### EXERCISE
Exact reproduction of the listing is required. Pictures are not reproduced.
════════════════
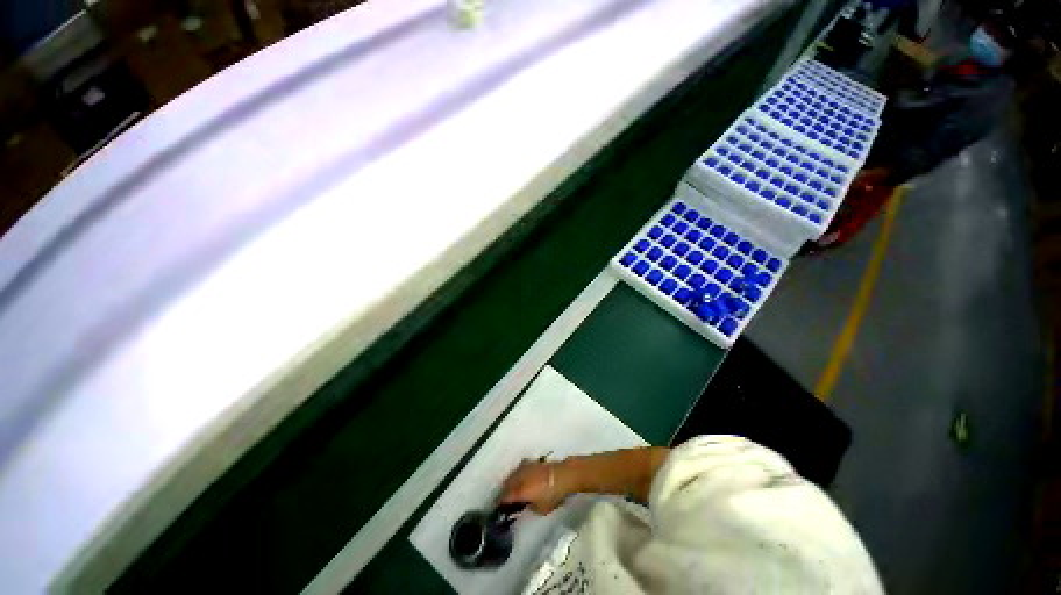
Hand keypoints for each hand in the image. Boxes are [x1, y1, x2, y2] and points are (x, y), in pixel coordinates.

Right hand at [498, 459, 566, 514]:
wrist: (563, 476)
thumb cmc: (552, 495)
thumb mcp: (541, 509)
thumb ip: (530, 508)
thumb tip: (526, 505)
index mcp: (519, 491)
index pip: (504, 497)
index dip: (499, 502)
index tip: (497, 508)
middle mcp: (519, 478)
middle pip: (506, 484)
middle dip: (504, 491)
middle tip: (504, 499)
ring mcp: (525, 468)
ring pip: (512, 475)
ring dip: (510, 481)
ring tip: (511, 488)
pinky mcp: (532, 462)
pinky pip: (520, 468)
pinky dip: (518, 474)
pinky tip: (521, 477)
════════════════
### ANSWER BOX
Hand keypoints for each hand in the image. Boxes are [x1, y1, x2, y2] and points are (x, y), in pixel coordinates.

Right hand at [498, 459, 566, 514]:
wrist: (563, 476)
thumb cmc: (552, 495)
thumb mcp: (541, 509)
thumb ip: (530, 508)
thumb tip: (526, 505)
index mcp: (519, 491)
index pip: (504, 497)
index dip: (499, 502)
index tip: (497, 508)
middle mcp: (519, 478)
middle pip: (506, 484)
middle dip: (504, 491)
middle tip: (504, 499)
ring mcp: (525, 468)
ring pip: (512, 475)
ring dip: (510, 481)
ring tip: (511, 488)
pinky mcp: (532, 462)
pinky pip: (520, 468)
pinky dip: (518, 474)
pinky tip: (521, 477)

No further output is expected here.